Characterization of amino acid aminotransferases of Methanococcus aeolicus.

Four aminotransferases were identified and characterized from Methanococcus aeolicus. Branched-chain aminotransferase (BcAT, EC 2.6.1.42), aspartate aminotransferase (AspAT, EC 2.6.1.1), and two aromatic aminotransferases (EC 2.6.1.57) were partially purified 175-, 84-, 600-, and 30-fold, respectively. The apparent molecular weight, substrate specificity, and kinetic properties of the BcAT were similar to those of other microbial BcATs. The AspAT had an apparent molecular weight of 162,000, which was unusually high. It had also a broad substrate specificity, which included activity towards alanine, a property which resembled the enzyme from Sulfolobus solfataricus.

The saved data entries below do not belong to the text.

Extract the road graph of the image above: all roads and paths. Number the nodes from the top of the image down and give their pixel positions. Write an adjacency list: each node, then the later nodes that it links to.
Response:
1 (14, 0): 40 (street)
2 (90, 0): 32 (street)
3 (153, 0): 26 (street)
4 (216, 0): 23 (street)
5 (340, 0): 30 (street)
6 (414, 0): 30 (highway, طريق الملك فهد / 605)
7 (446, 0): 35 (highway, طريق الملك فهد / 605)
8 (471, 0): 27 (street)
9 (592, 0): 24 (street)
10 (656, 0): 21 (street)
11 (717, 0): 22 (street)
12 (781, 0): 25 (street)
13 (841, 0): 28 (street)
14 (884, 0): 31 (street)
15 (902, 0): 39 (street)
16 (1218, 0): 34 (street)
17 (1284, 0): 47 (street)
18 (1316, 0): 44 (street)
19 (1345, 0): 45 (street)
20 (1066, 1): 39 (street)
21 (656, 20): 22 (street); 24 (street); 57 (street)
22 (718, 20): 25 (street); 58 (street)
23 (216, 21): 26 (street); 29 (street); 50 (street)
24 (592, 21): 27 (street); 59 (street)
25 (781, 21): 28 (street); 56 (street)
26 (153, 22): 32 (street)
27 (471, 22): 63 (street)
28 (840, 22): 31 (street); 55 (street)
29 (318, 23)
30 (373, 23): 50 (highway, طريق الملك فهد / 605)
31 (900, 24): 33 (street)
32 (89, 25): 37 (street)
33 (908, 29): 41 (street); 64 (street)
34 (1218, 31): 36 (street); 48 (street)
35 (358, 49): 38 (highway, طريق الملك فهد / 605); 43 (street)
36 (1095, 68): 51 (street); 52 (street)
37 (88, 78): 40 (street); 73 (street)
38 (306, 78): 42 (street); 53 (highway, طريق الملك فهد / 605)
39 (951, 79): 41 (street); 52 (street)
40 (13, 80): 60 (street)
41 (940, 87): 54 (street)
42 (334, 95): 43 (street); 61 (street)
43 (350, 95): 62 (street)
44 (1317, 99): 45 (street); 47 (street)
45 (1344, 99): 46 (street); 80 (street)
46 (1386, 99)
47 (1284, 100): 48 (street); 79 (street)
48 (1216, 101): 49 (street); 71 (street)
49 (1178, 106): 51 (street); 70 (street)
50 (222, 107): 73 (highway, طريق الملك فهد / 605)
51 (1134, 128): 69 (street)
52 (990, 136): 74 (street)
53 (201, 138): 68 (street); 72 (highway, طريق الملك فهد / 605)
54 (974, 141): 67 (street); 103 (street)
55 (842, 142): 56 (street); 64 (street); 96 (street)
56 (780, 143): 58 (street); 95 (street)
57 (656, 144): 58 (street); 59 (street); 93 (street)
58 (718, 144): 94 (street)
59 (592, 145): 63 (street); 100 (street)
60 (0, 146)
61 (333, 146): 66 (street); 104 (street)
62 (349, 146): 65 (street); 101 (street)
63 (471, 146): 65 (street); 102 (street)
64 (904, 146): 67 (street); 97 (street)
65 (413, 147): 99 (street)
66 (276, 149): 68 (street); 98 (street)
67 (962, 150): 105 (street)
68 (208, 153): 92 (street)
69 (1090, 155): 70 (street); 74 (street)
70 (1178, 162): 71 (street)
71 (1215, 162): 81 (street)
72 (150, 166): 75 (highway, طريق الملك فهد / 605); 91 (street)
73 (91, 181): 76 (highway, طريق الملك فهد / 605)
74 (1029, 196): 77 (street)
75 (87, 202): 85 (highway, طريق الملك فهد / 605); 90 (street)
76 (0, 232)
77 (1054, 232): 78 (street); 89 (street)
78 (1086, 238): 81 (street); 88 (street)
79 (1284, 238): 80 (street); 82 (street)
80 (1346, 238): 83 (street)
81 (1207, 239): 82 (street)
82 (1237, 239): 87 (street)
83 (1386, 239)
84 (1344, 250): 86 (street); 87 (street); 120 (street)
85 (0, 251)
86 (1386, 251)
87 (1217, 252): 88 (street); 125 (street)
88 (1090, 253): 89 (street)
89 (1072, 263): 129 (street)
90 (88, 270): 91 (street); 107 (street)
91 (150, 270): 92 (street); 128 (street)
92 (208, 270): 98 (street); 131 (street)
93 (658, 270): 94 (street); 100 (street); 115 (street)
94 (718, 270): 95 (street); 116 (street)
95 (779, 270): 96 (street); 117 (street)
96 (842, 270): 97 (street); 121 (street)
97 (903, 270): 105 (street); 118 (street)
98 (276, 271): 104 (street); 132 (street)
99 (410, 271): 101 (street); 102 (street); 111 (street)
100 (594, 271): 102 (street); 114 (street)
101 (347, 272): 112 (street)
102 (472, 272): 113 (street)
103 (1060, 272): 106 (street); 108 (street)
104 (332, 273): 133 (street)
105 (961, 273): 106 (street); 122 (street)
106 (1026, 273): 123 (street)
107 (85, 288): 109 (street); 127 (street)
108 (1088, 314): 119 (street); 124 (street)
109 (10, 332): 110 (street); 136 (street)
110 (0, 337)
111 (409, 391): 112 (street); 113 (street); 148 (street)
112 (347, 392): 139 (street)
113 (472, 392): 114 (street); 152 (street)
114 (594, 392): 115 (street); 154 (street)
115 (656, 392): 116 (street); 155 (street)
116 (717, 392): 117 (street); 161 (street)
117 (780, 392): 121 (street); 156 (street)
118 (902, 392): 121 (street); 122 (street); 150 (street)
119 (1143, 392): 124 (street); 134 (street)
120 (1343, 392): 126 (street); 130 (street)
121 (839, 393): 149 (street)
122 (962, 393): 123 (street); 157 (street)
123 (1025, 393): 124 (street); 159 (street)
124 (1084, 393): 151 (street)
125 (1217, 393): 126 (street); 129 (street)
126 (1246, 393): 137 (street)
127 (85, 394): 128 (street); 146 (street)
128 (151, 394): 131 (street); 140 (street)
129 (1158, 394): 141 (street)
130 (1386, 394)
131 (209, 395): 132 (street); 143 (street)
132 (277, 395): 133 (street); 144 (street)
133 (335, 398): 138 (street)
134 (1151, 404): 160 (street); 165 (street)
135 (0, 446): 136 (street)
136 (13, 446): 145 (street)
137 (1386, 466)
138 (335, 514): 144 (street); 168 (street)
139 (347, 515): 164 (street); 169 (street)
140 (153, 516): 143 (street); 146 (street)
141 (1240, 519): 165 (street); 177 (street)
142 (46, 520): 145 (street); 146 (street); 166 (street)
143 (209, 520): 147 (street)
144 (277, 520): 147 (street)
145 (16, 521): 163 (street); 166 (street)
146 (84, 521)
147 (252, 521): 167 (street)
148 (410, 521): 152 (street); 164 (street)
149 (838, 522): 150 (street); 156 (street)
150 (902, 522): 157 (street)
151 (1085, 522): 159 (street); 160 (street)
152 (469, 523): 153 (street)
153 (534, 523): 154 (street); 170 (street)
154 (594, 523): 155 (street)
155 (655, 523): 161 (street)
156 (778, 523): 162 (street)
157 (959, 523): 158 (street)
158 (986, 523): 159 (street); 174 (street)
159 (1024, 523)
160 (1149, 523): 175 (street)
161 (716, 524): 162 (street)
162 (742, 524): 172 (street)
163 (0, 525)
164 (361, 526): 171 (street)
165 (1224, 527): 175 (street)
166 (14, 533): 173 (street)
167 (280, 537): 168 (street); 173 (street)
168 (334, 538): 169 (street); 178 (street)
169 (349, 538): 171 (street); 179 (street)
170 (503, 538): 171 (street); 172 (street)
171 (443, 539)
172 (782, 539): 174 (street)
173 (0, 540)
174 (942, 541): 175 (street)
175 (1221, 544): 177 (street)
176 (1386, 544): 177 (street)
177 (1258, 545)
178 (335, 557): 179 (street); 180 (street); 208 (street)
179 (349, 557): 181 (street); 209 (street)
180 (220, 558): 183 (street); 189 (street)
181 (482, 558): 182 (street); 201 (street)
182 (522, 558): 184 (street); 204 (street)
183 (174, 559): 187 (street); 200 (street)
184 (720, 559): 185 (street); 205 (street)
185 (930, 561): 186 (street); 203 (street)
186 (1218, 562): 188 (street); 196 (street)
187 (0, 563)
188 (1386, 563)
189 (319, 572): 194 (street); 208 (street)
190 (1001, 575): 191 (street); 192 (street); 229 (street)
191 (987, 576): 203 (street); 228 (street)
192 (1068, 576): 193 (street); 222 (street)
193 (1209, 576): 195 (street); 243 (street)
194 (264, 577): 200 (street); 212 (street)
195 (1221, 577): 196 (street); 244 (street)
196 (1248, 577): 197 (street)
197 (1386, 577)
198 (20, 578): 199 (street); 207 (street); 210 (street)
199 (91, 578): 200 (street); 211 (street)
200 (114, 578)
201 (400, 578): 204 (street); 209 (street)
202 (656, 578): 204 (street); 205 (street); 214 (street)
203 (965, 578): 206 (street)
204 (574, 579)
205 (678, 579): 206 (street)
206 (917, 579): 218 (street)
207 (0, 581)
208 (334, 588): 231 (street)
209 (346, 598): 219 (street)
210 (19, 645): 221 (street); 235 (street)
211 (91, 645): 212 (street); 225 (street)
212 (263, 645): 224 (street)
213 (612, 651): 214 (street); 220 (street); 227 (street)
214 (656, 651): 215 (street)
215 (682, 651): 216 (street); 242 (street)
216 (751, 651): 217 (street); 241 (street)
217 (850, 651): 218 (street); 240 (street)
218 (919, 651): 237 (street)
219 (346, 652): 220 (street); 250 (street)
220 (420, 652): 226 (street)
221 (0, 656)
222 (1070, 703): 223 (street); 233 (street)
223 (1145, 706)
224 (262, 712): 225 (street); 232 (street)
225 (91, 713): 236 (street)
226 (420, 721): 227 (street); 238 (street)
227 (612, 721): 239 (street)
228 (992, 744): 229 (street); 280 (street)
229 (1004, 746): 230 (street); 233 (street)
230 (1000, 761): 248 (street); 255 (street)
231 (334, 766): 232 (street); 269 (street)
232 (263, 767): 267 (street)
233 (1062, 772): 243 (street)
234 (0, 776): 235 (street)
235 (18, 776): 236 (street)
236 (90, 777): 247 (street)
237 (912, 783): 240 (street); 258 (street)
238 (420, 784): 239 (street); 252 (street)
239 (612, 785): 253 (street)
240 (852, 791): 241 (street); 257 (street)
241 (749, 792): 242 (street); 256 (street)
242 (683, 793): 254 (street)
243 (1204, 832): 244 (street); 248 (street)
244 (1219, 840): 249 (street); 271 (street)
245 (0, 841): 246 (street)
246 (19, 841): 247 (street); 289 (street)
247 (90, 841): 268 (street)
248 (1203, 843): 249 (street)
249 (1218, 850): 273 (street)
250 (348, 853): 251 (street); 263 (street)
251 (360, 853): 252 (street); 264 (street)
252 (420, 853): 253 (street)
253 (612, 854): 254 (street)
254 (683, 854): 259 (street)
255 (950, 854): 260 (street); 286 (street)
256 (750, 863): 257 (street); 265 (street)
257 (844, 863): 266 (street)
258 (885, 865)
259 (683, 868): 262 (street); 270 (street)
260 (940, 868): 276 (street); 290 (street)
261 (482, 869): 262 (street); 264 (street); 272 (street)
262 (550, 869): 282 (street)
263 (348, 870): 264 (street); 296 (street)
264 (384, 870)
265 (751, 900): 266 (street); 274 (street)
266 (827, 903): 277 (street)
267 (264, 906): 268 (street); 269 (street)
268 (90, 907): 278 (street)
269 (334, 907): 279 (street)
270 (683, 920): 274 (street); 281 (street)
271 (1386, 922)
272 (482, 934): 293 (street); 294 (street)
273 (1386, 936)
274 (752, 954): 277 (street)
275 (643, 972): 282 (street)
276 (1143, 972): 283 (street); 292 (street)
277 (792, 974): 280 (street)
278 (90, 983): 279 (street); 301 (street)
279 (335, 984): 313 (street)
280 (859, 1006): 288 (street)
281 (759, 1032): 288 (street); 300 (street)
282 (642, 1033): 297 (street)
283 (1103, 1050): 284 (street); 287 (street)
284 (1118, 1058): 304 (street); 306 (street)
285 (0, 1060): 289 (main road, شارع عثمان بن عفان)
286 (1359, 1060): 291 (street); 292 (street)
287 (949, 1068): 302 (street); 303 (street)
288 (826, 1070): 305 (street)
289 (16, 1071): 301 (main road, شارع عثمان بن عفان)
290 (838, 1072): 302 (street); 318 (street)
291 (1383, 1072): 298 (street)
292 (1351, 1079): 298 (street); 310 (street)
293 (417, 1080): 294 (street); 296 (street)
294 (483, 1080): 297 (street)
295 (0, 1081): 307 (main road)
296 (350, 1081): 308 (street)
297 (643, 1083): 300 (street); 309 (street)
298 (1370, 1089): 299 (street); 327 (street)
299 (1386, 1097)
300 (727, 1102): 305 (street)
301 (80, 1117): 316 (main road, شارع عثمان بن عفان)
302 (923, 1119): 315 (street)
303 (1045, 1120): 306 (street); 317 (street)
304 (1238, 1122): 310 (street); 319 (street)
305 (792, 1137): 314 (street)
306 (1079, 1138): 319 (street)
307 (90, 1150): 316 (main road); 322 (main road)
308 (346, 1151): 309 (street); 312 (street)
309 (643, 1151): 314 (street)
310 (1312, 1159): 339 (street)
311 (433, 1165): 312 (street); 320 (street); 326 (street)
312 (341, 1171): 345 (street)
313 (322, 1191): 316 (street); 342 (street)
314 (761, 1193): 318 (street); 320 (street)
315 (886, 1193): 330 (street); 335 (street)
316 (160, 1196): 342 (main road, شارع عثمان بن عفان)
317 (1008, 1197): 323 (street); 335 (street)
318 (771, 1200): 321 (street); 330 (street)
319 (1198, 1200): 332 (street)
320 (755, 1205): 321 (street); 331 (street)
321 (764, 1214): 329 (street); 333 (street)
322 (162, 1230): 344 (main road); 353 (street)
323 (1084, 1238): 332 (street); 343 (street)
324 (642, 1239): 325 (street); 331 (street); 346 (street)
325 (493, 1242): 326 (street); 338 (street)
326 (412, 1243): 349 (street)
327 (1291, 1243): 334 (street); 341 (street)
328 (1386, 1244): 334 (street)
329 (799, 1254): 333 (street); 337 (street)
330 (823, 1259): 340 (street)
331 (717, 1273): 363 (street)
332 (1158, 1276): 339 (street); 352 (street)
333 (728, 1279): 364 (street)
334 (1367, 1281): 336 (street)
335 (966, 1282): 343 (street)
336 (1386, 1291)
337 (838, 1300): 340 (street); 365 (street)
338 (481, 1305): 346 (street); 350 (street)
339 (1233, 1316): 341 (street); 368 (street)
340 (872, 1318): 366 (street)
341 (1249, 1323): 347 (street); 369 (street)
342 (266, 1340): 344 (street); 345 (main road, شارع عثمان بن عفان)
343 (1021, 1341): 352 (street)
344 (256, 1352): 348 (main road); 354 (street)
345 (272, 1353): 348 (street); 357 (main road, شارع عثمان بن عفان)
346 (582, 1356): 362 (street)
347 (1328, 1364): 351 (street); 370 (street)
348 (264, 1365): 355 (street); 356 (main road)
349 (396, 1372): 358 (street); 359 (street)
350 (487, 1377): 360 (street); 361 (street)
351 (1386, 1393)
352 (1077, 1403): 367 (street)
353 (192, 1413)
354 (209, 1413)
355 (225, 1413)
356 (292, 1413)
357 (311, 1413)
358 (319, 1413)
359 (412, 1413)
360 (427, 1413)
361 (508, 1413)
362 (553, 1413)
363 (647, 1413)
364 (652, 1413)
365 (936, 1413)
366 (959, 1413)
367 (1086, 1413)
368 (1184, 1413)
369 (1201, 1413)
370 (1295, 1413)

An additional alanine aminotransferase was not found in M. aeolicus, and this activity of AspAT could be physiologically significant. The apparent molecular weights of the aromatic aminotransferases (ArAT-I and ArAT-II) were 150,000 and 90,000, respectively. The methanococcal ArATs also had different pIs and kinetic constants. ArAT-I may be the major ArAT in methanococci. High concentrations of 2-ketoglutarate strongly inhibited valine, isoleucine, and alanine transaminations but were less inhibitory for leucine and aspartate transaminations. Aromatic amino acid transaminations were not inhibited by 2-ketoglutarate. 2-Ketoglutarate may play an important role in the regulation of amino acid biosynthesis in methanococci.